Thursday, January 12, 2006

All That's Missing Is Moonshine

You may think I'm kidding, but this is an actual picture from an actual article in today's Meridian Star. The article next to the picture informs the reader that the couple in the center had "a mock shotgun wedding" on December 22, 2005. And they took it to a whole new level by having the father of the bride actually HOLD A SHOTGUN in the picture.

I can't tell if the bride is expecting or not, but since they admitted before God and everyone - in the newspaper, no less - that they had a shotgun wedding, well...I'm just sayin'.

Those of you who know me understand that I'm not being catty or judgmental when I analyze this picture. I love these people. I'm fascinated by these people. I want for them to invite me to dinner and tell me their stories, and I want, more than anything, to attend their weddings.

This picture is yet another reminder that there is a completely separate South from the one in which I live. I love to visit The Other South from time to time - but, truth be told, I forget about it here in the land of soccer moms.

The Other South is the one news reporters like to feature after tornadoes and other natural disasters (I'm thinking of Elise and Tracey's story of a man talking about seeking shelter in a culvert and consequently losing his leg). And honestly, I think if I were a reporter I'd interview people from The Other South, too - because they're just much more entertaining than the rest of us.

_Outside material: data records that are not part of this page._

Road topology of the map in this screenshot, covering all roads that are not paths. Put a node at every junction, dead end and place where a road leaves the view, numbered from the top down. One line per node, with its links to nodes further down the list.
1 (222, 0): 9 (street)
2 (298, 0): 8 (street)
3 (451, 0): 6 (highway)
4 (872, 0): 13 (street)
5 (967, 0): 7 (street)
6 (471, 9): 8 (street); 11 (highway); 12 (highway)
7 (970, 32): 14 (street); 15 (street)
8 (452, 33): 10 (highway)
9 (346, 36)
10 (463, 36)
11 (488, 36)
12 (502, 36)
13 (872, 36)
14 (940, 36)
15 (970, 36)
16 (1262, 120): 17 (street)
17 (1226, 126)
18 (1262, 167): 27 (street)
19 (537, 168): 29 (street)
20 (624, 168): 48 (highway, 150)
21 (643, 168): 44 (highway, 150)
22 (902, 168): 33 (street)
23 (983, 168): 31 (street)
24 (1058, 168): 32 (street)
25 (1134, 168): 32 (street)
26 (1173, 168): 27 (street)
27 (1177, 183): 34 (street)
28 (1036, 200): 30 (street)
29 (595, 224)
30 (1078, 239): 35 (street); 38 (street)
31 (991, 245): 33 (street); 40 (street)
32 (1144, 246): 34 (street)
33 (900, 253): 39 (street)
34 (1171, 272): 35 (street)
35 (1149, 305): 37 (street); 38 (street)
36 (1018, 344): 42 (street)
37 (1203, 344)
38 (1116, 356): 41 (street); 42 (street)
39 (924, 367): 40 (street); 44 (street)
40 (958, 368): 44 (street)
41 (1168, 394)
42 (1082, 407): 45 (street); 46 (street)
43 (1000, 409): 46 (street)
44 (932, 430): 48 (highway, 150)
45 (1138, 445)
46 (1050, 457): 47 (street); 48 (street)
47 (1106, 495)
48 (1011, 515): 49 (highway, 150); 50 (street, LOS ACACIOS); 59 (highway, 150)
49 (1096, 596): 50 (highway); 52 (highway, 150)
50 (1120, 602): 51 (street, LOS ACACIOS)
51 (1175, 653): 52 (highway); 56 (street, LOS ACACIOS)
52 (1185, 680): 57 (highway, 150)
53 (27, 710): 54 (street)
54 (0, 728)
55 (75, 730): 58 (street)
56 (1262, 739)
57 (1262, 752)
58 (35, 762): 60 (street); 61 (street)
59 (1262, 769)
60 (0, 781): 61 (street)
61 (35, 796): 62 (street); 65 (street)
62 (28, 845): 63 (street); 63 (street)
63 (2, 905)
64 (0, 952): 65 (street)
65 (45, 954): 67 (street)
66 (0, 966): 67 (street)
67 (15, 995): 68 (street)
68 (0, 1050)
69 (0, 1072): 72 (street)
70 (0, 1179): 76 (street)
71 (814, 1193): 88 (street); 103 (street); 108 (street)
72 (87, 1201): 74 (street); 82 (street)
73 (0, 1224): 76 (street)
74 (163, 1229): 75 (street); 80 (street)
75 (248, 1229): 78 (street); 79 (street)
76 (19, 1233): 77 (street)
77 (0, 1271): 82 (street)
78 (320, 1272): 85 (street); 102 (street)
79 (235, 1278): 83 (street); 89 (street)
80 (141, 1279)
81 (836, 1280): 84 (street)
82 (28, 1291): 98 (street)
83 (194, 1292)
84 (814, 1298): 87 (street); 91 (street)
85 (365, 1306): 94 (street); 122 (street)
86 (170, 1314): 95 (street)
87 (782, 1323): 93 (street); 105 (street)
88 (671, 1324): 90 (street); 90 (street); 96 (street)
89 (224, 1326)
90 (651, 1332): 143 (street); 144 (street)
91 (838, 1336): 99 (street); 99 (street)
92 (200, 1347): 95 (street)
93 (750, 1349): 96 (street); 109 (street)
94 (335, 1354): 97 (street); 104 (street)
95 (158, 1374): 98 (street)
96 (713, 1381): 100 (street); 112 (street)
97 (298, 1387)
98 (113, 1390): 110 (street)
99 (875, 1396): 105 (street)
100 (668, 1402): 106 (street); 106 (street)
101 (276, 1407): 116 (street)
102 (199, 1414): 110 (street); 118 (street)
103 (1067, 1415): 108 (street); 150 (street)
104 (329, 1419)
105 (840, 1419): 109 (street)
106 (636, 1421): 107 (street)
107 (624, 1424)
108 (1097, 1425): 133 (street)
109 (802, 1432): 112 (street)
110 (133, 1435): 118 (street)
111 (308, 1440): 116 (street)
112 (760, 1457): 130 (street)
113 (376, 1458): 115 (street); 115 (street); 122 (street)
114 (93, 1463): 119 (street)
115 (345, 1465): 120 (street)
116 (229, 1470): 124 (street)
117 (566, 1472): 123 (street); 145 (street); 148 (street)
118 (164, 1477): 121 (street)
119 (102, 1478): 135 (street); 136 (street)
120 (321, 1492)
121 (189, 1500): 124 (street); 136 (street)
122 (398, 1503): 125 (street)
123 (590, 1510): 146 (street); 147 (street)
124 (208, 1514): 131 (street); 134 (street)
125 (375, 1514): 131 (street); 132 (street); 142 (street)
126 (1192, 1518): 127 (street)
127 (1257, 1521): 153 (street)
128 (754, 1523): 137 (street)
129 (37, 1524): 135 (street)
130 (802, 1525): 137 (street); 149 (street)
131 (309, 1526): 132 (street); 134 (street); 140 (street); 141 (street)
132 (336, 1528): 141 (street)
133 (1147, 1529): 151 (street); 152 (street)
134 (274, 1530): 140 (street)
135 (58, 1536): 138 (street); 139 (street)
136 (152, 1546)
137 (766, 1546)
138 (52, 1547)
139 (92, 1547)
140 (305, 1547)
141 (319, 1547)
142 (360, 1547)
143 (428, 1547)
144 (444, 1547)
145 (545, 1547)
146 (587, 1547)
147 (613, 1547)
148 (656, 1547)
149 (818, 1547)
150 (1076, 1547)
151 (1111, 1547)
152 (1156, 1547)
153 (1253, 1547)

A few years ago, after a series of tornadoes here in the Birmingham area, one of the local news stations interviewed a woman who lost her home. They inquired about the well-being of her relatives, and she mentioned that her mother had passed away during the storm. Very sad. And then they asked if she had found her brother, and she said, "Oh, yeah, I found him."

"Where?" asked the compassionate reporter.

Gesturing with her head, she matter-of-factly said, "Dead, over yonder in that ravine."

I know. It's sad. But gosh dog it's funny.

It's not funny that she lost her brother. It's funny that she felt no need to sugarcoat the issue, no need to beat around the bush. THAT's the part of The Other South that I adore.

Yesterday D. and I were at a hospital here in B'ham because he was having some tests done, which basically means that I sat in a waiting room for three hours and listened to other people's conversations.

I had forgotten how hospitals really attract an almost surreal cross-section of the human condition. Because we live in suburbia, I am sometimes a little culture-shocked when I see Real Alabama in action. Culture-shocked, but totally, 100% entertained.

Here's what I learned yesterday at the hospital, because these were the things people were talking about in LOUD voices, ACROSS rooms, while anyone who wanted to hear could just tune right in:

1. One elderly woman had twins "and they died" because she has a blood vessel wrapped around her kidney.

2. Another woman, from Talladega (and it's pronounced "Tal-ah-deeeeega," not "Tal-a-day-ga"), was there with a friend who is "eat up" with cancer and was "having some fluid drained."

3. The woman who is "eat up" with cancer couldn't in fact have fluid drained because "I just had a cup of fluid in my side, and that's not enough."

4. The woman from Talladega doesn't like her grandchildren and hopes her children don't move nearby because she "ain't gone keep 'em."

5. They should've done a PET scan (I don't even know what that is) on the cancer victim from Talladega because "them CAT scans don't catch nothin'" - but "them PET scans will flat find some cancer."

The Other South, my friends, is alive and well.

I wouldn't have it any other way.


Anonymous Anonymous said...

The fact that she ain't wearin' white probably confirms all speculation.